→ **TASK INSTRUCTIONS**
Please transcribe every record below exactly as it appears.

→ **SUPPLIED RECORDS**

╭──

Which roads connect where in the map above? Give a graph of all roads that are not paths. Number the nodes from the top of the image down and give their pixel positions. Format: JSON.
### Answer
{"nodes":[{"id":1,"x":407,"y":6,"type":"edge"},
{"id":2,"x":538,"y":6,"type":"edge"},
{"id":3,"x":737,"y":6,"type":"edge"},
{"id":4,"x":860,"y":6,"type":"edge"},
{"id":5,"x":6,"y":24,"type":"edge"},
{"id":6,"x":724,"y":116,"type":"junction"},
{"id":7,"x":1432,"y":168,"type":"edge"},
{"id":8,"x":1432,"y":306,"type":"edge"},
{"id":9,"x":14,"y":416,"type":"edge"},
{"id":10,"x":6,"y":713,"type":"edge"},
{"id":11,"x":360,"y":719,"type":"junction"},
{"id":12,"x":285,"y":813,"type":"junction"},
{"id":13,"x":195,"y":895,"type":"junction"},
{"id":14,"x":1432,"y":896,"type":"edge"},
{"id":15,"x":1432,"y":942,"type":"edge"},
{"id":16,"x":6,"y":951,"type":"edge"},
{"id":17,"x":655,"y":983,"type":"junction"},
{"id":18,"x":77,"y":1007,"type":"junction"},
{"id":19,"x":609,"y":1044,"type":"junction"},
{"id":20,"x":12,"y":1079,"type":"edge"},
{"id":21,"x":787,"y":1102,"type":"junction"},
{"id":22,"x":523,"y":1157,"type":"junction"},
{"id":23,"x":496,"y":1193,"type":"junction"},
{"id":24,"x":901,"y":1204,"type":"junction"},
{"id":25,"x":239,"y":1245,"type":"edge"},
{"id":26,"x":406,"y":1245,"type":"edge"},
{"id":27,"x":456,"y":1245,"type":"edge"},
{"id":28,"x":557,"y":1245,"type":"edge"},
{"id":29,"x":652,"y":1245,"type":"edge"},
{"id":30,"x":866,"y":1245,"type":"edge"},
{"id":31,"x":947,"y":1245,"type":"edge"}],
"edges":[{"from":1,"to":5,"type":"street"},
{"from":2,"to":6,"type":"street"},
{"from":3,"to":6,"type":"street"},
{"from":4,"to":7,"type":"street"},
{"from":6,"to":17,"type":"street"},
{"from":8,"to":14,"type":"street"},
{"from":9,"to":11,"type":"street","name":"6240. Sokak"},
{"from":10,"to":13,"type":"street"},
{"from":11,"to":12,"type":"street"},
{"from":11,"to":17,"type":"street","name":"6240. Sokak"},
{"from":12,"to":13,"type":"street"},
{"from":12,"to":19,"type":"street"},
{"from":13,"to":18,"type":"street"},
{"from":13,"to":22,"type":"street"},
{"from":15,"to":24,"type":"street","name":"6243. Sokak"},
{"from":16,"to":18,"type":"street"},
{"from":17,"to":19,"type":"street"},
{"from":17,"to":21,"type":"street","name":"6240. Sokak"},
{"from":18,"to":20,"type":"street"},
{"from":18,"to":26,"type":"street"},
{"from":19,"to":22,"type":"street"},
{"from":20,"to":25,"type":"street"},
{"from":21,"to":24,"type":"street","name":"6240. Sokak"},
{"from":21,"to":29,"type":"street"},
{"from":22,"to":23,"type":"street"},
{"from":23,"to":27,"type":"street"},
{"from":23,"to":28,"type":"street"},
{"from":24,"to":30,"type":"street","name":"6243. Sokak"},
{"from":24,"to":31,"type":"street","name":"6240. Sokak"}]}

╰──

→ **TASK SOLUTION**
Which roads connect where in the map above? Give a graph of all roads that are not paths. Number the nodes from the top of the image down and give their pixel positions. Format: JSON.
### Answer
{"nodes":[{"id":1,"x":407,"y":6,"type":"edge"},
{"id":2,"x":538,"y":6,"type":"edge"},
{"id":3,"x":737,"y":6,"type":"edge"},
{"id":4,"x":860,"y":6,"type":"edge"},
{"id":5,"x":6,"y":24,"type":"edge"},
{"id":6,"x":724,"y":116,"type":"junction"},
{"id":7,"x":1432,"y":168,"type":"edge"},
{"id":8,"x":1432,"y":306,"type":"edge"},
{"id":9,"x":14,"y":416,"type":"edge"},
{"id":10,"x":6,"y":713,"type":"edge"},
{"id":11,"x":360,"y":719,"type":"junction"},
{"id":12,"x":285,"y":813,"type":"junction"},
{"id":13,"x":195,"y":895,"type":"junction"},
{"id":14,"x":1432,"y":896,"type":"edge"},
{"id":15,"x":1432,"y":942,"type":"edge"},
{"id":16,"x":6,"y":951,"type":"edge"},
{"id":17,"x":655,"y":983,"type":"junction"},
{"id":18,"x":77,"y":1007,"type":"junction"},
{"id":19,"x":609,"y":1044,"type":"junction"},
{"id":20,"x":12,"y":1079,"type":"edge"},
{"id":21,"x":787,"y":1102,"type":"junction"},
{"id":22,"x":523,"y":1157,"type":"junction"},
{"id":23,"x":496,"y":1193,"type":"junction"},
{"id":24,"x":901,"y":1204,"type":"junction"},
{"id":25,"x":239,"y":1245,"type":"edge"},
{"id":26,"x":406,"y":1245,"type":"edge"},
{"id":27,"x":456,"y":1245,"type":"edge"},
{"id":28,"x":557,"y":1245,"type":"edge"},
{"id":29,"x":652,"y":1245,"type":"edge"},
{"id":30,"x":866,"y":1245,"type":"edge"},
{"id":31,"x":947,"y":1245,"type":"edge"}],
"edges":[{"from":1,"to":5,"type":"street"},
{"from":2,"to":6,"type":"street"},
{"from":3,"to":6,"type":"street"},
{"from":4,"to":7,"type":"street"},
{"from":6,"to":17,"type":"street"},
{"from":8,"to":14,"type":"street"},
{"from":9,"to":11,"type":"street","name":"6240. Sokak"},
{"from":10,"to":13,"type":"street"},
{"from":11,"to":12,"type":"street"},
{"from":11,"to":17,"type":"street","name":"6240. Sokak"},
{"from":12,"to":13,"type":"street"},
{"from":12,"to":19,"type":"street"},
{"from":13,"to":18,"type":"street"},
{"from":13,"to":22,"type":"street"},
{"from":15,"to":24,"type":"street","name":"6243. Sokak"},
{"from":16,"to":18,"type":"street"},
{"from":17,"to":19,"type":"street"},
{"from":17,"to":21,"type":"street","name":"6240. Sokak"},
{"from":18,"to":20,"type":"street"},
{"from":18,"to":26,"type":"street"},
{"from":19,"to":22,"type":"street"},
{"from":20,"to":25,"type":"street"},
{"from":21,"to":24,"type":"street","name":"6240. Sokak"},
{"from":21,"to":29,"type":"street"},
{"from":22,"to":23,"type":"street"},
{"from":23,"to":27,"type":"street"},
{"from":23,"to":28,"type":"street"},
{"from":24,"to":30,"type":"street","name":"6243. Sokak"},
{"from":24,"to":31,"type":"street","name":"6240. Sokak"}]}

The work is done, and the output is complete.